※この記事は2016年6月20日に掲載されたものです。
これを踏まえてもう一度見直そう!
日本だけでなく世界中にファンがいる庵野秀明監督のアニメ「新世紀エヴァンゲリオン」。ファンを魅了しているのは、キャラクターやストーリー、デザイン、またはコンセプトだけではありません。その演出にも視聴者の心を捉えて離さない秘密があるようなのです。
こちらはGeekTyrantが取り上げた、日本のアニメファンのDigibroさんによる解析の動画。
では、その秘密をおさらいしましょう。
1. ダイナミックなダイアログ
「エヴァンゲリオン」の会話シーンには、会話をしている人物が1つのフレームに入っていることが多く、視聴者が話し手と聞き手のリアクションを同時に見られます。
後方の人が先に話して、手前の人が答える。こういったテクニックを使う事で変哲もない会話シーンにちょっとした刺激を加味しているのです。
2. カッティング・オン・アクション(アクションつなぎ)
ショットの始まりに速い動きを持ってくることがしばしばありますが、これによって視聴者の注意を引き、次の動きまで目を引くことができます。

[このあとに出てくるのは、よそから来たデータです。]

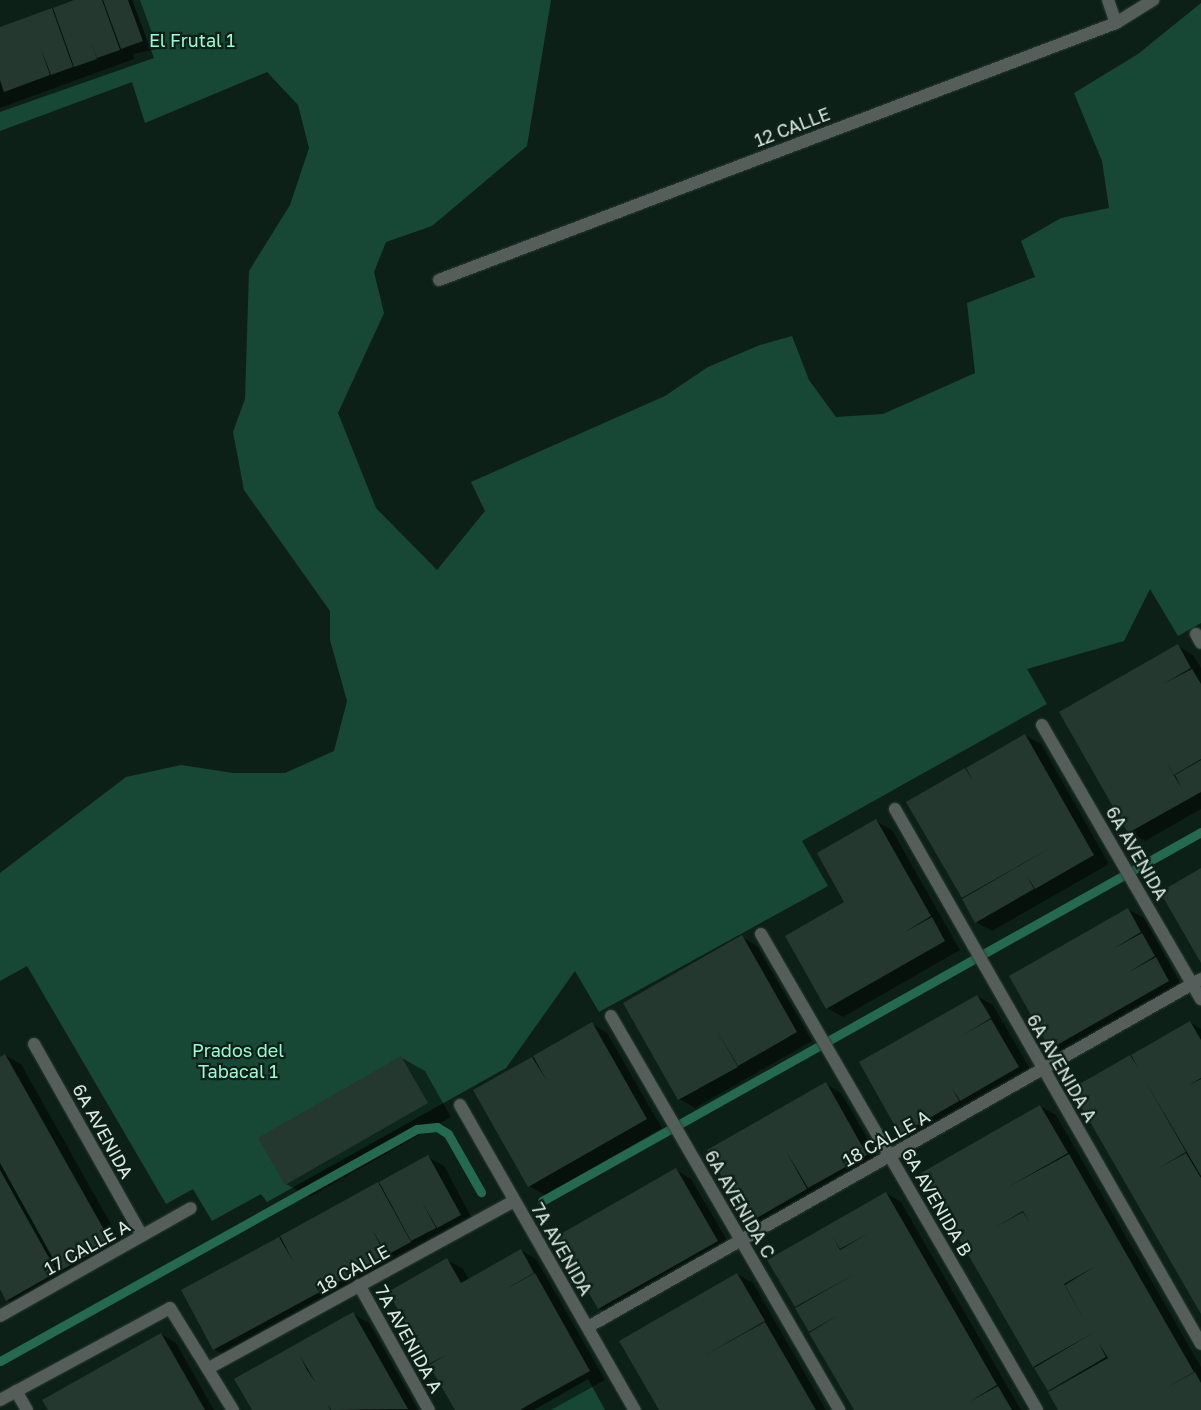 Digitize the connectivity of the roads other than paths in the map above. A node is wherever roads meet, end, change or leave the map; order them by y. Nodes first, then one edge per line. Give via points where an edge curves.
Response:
1 (1108, 0) edge
2 (1153, 0) edge
3 (1116, 23) junction
4 (439, 280) dead end
5 (1042, 725) dead end
6 (895, 809) dead end
7 (761, 934) dead end
8 (1197, 982) edge
9 (1201, 999) edge
10 (611, 1016) dead end
11 (34, 1044) dead end
12 (1042, 1069) junction
13 (460, 1105) dead end
14 (890, 1155) junction
15 (514, 1201) junction
16 (191, 1208) dead end
17 (142, 1236) junction
18 (740, 1239) junction
19 (359, 1285) junction
20 (0, 1316) edge
21 (588, 1327) junction
22 (1201, 1344) edge
23 (209, 1368) junction
24 (16, 1391) junction
25 (0, 1400) edge
26 (27, 1410) edge
27 (233, 1410) edge
28 (428, 1410) edge
29 (634, 1410) edge
30 (838, 1410) edge
31 (1037, 1410) edge

1 - 3 street
2 - 3 street, 12 CALLE
3 - 4 street, 12 CALLE
5 - 8 street, 6A AVENIDA via 1142,897
6 - 12 street, 6A AVENIDA A
7 - 14 street, 6A AVENIDA B
8 - 9 street, 6A AVENIDA
8 - 12 street, 18 CALLE A
10 - 18 street, 6A AVENIDA C
11 - 17 street, 6A AVENIDA
12 - 14 street, 18 CALLE A
12 - 22 street, 6A AVENIDA A
13 - 15 street, 7A AVENIDA
14 - 18 street, 18 CALLE A
14 - 31 street, 6A AVENIDA B
15 - 19 street, 18 CALLE
15 - 21 street, 7A AVENIDA
16 - 17 street, 17 CALLE A
17 - 20 street, 17 CALLE A
18 - 21 street, 18 CALLE A
18 - 30 street, 6A AVENIDA C
19 - 23 street, 18 CALLE
19 - 28 street, 7A AVENIDA A
21 - 29 street, 7A AVENIDA
23 - 24 street via 170,1308
23 - 27 street
24 - 25 street
24 - 26 street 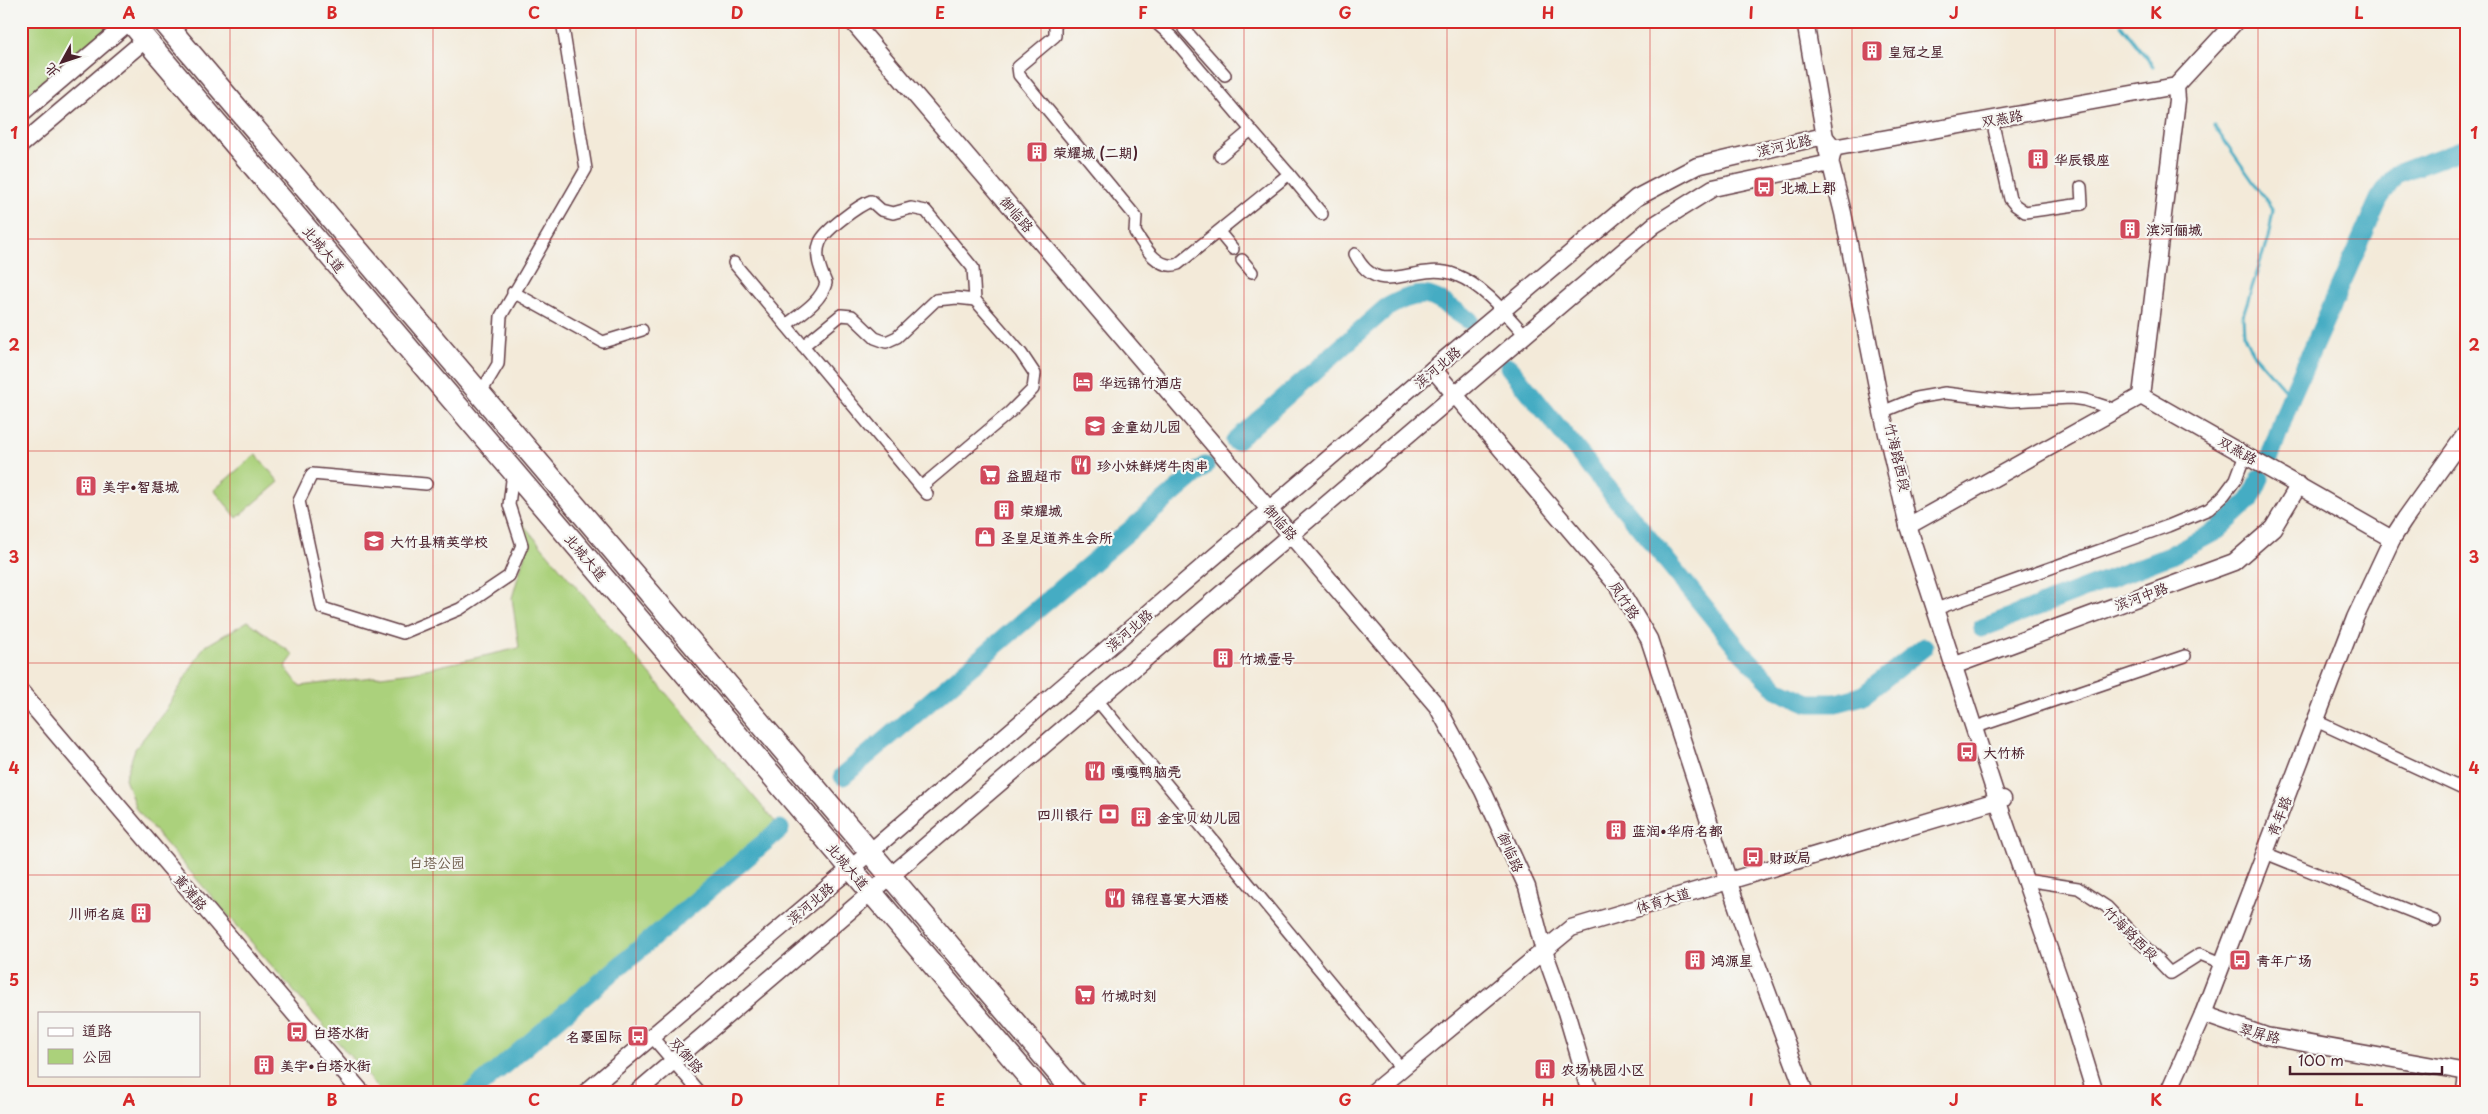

時にはショットが急にカットされ、次のアクションまで緊張感を維持しようとしているのです。
3. 次のショットを予感させる
キャラクターが目線を送るショットのあとに、その視線の先にある対象物を映すことで、キャラクターとそのものの関係性を強調しています。
4. フレーム外のスペース
一般的なアニメのアスペクト比は4:3や16:9ですが、本作では付けパンでキャラクターを追いかけるようにカメラを動かすこともしばしば。これは大判に背景を描き、スタンダードサイズの作画キャラクターの動きに合わせて背景をスライドさせつつ撮影するというテクニックで再現。こうすることで面白いカメラワークが完成します。
5. インパクトを強める
爆発の前に閃光、パンチの前にキャラクターの顔をチラっと見せるといった小技で、よりインパクトを強めています。
6. カウントダウンで緊張感を高める
本作では頻繁にカウントダウンが使われます。
例えば、9話でシンジとアスカが繰り広げる62秒のシンクロ攻撃では、発進するとともにカウントダウンがスタート。こうすることで、より鬼気迫りますし、リアリティーの演出にも一役買っているようです。
7. 背景から前景へ
本作のユニークな演出テクニックの1つに、キャラクターを前方からとらえたあとに、カットの切り替えで後方からとらえる(その反対もしかり)というシーンがあります。
8. 思わせぶりな表情
多くの会話が、聞き手の不安げな表情、思わせぶりな表情で終わっているのは、今は口に出さないけれど、物語の続きで明かされる何かがあると視聴者に想像させます。
9. 会話の続きを別のキャラクターに話させる
異なる場所、異なる状況に身を置いていても複数のキャラクターが同じ事柄に向かっており、その状態を会話がつながるように別のキャラクターに説明させるという演出が多々使われています。
10. フラッシュイメージ
長尺の静止画で知られる本作ですが、脳の働きを試す勢いで挿入されるフラッシュイメージも有名。
フラッシュイメージの1つ1つが認識できるような尺の場合は、次におこる事柄に対するキャラクターの思いを視聴者に理解してほしいといった意図があると考えられます。短尺の場合、腹にガツンとくるような効果を感じてほしいからでしょう。